The Laborie workshop is an immersive experience in which music and culture collide, and students benefit from the effect. “The participant and local musicians are from a wide variety of experience levels and professional backgrounds,” said Koontz, “but everyone worked toward the common goal of creating a great collaborative musical program.”
Senior music industry major Preston Ratliff, on his third trip, raved about the experience. “The best part,” he said, “is always experiencing how people of all ages and musical backgrounds, beginners, amateur and professional, come together to make music with one another.”

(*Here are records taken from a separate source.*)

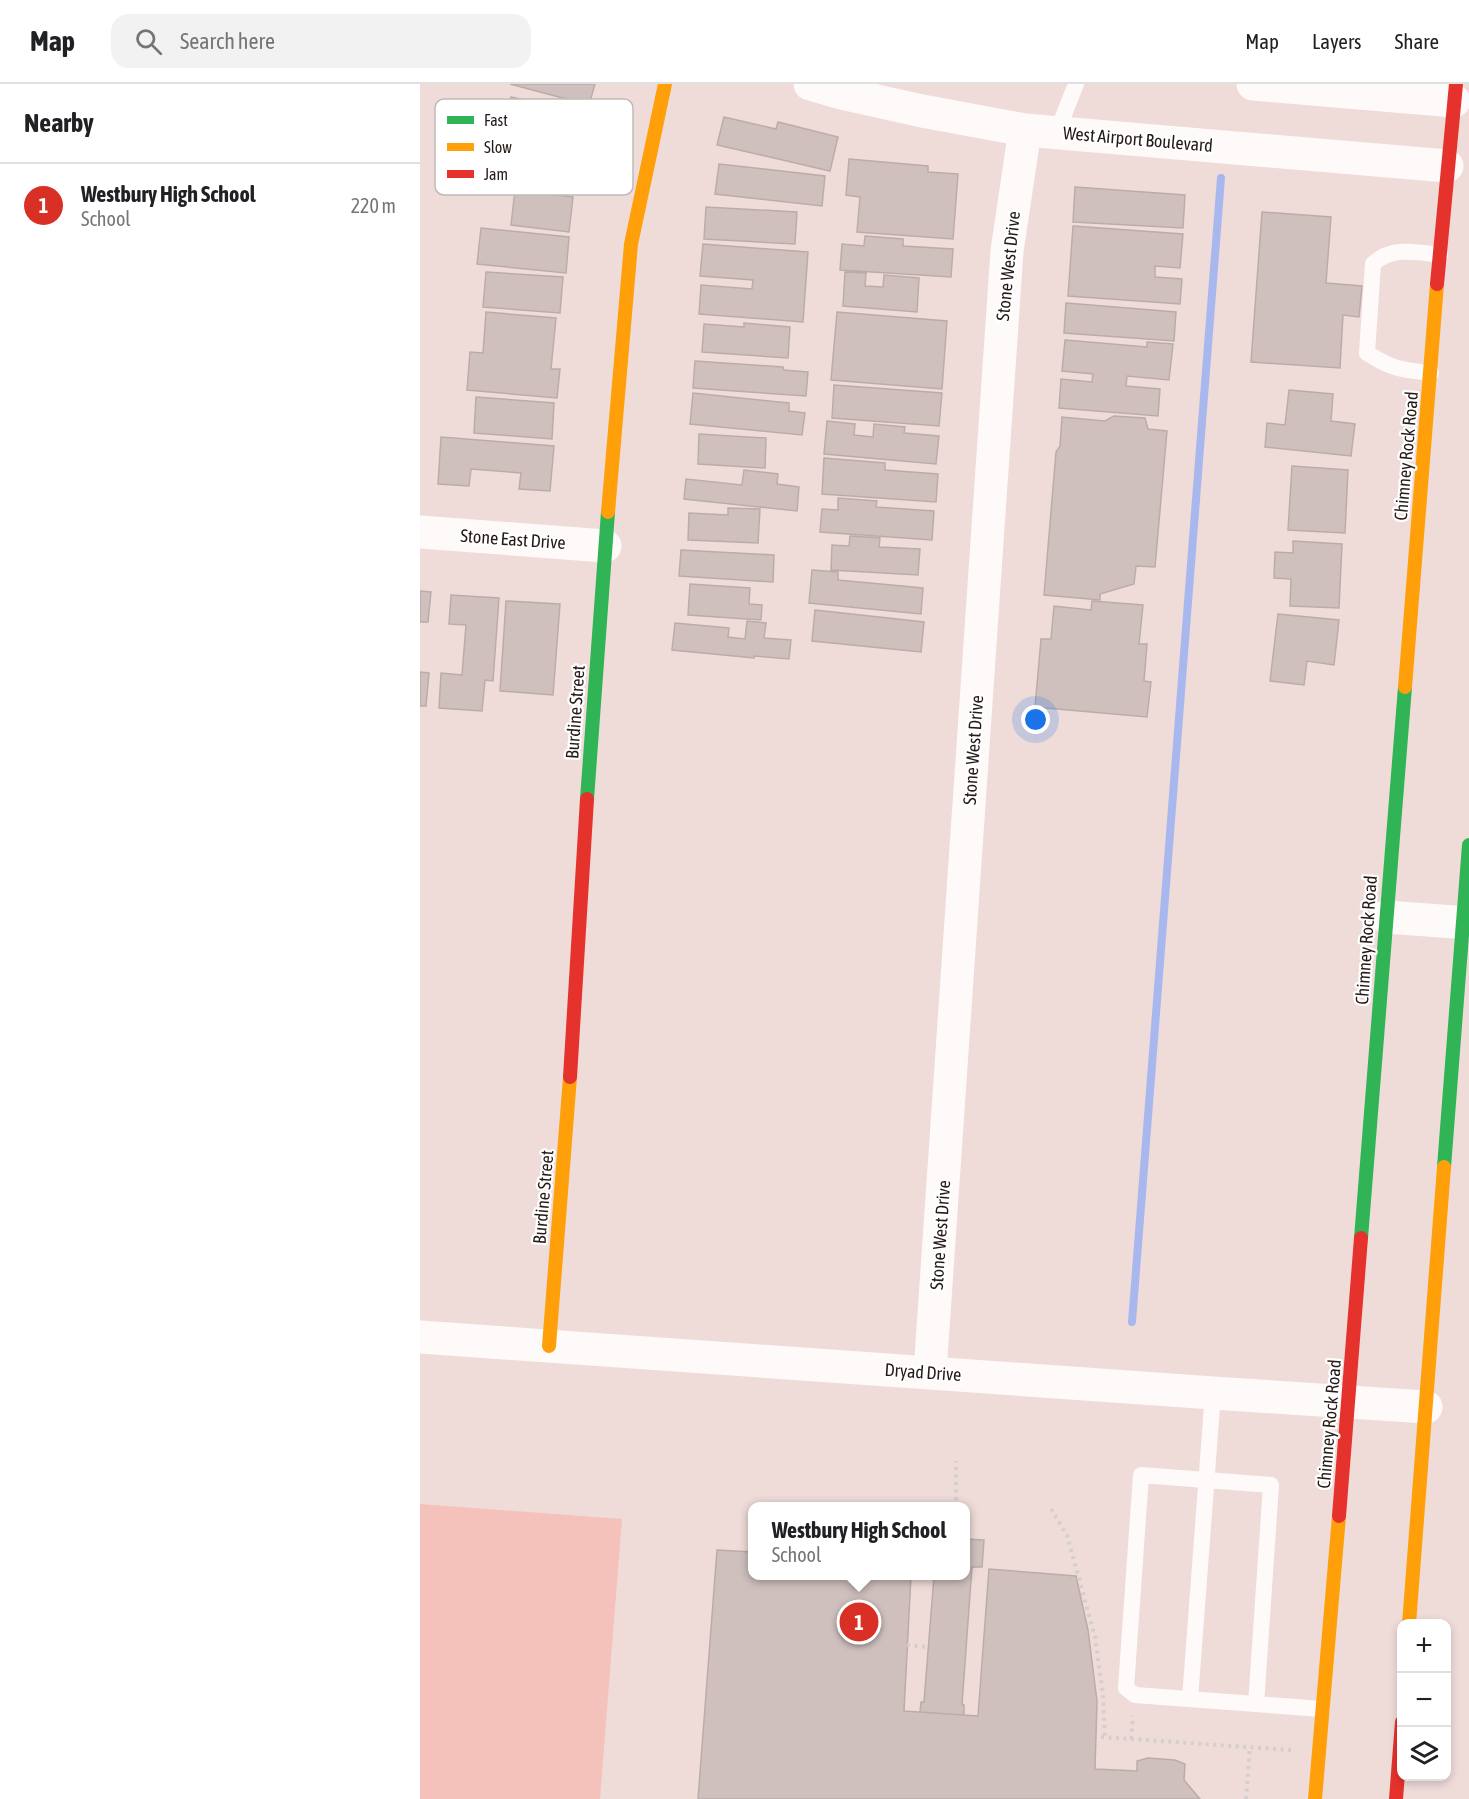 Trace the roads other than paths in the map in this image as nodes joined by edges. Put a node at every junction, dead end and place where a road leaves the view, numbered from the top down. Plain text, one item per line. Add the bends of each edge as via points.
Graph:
1 (665, 84) edge
2 (810, 84) edge
3 (1076, 84) edge
4 (1253, 84) edge
5 (1460, 96) edge
6 (1025, 130) junction
7 (1057, 132) junction
8 (1453, 167) junction
9 (1440, 255) junction
10 (1431, 373) junction
11 (420, 532) edge
12 (605, 546) junction
13 (1469, 845) edge
14 (1386, 917) junction
15 (1466, 922) edge
16 (420, 1336) edge
17 (549, 1346) junction
18 (930, 1372) junction
19 (1213, 1393) junction
20 (1349, 1401) junction
21 (1426, 1407) junction
22 (1206, 1479) junction
23 (1409, 1619) edge
24 (1190, 1699) junction
25 (1256, 1704) junction
26 (1322, 1709) junction
27 (1401, 1727) edge
28 (1315, 1799) edge
29 (1396, 1799) edge

1 - 12 main road, Burdine Street via 631,244
2 - 6 street, West Airport Boulevard
3 - 7 lane
4 - 5 street
5 - 8 main road, Chimney Rock Road
6 - 7 street, West Airport Boulevard
6 - 18 street, Stone West Drive via 1006,263
7 - 8 street, West Airport Boulevard
8 - 9 main road, Chimney Rock Road
9 - 10 main road, Chimney Rock Road
9 - 10 lane via 1408,250 1373,264 1367,353 1385,365
10 - 14 main road, Chimney Rock Road
11 - 12 street, Stone East Drive
12 - 17 main road, Burdine Street
13 - 15 main road
14 - 15 street
14 - 20 main road, Chimney Rock Road
15 - 21 main road
16 - 17 street, Dryad Drive
17 - 18 street, Dryad Drive
18 - 19 street, Dryad Drive
19 - 20 street, Dryad Drive
19 - 22 lane
20 - 21 street, Dryad Drive
20 - 26 main road, Chimney Rock Road
21 - 23 main road
22 - 24 lane
22 - 24 lane via 1141,1475 1126,1688 1134,1695
22 - 25 lane via 1271,1485
24 - 25 lane
25 - 26 lane
26 - 28 main road, Chimney Rock Road
27 - 29 main road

Fellow percussionist Rhiannon Duvall, a freshman music education major, echoed Ratliff’s sentiments, expressing that her favorite part of the trip was “getting to play some of my favorite music with a large group of equally interested andhardworking musicians.” She counts working with Narell as “an experience that anybody would be lucky to have.”

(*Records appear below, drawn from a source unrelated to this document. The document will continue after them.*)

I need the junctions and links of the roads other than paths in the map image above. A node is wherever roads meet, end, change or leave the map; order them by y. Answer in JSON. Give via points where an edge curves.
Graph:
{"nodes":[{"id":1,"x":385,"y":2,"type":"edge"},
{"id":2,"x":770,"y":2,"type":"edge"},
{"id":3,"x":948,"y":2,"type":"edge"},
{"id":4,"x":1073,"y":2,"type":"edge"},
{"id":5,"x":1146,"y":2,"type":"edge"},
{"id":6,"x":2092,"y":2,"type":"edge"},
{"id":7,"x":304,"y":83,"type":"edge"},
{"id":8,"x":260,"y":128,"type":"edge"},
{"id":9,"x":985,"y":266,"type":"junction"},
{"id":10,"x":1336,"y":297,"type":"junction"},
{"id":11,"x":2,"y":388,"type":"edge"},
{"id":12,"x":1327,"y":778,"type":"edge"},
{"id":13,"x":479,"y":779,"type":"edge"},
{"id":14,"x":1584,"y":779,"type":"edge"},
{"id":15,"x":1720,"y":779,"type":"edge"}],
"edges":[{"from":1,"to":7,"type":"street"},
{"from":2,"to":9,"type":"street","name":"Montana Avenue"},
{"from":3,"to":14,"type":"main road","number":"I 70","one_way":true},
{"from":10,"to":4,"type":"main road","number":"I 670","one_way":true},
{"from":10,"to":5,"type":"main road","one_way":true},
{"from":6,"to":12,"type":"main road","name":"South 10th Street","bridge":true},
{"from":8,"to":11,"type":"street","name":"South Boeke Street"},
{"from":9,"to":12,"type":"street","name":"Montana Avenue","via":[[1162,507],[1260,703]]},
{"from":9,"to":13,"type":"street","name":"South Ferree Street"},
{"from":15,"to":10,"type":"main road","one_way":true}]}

This trip marked Koontz’s third excursion to St. Lucia with EKU students. He is enthusiastic about the program’s impact, saying that the “educational benefits are multi-faceted.” The students are able to grow as musicians, and as cultural citizens.
For Duvall, it was her“first time leaving the country and seeing how the world outside of America functions. It’s not all busy and stressful and individualistic. Other parts of the world view life in a more relaxed, enjoyable way.”
Ratliff also found the island agreeable. “Something I find really incredible about the people of St. Lucia is how humble they are,” he said. “Nobody in Laborie has a lot to give, but they are all willing to give anything they had to make our stay more comfortable.”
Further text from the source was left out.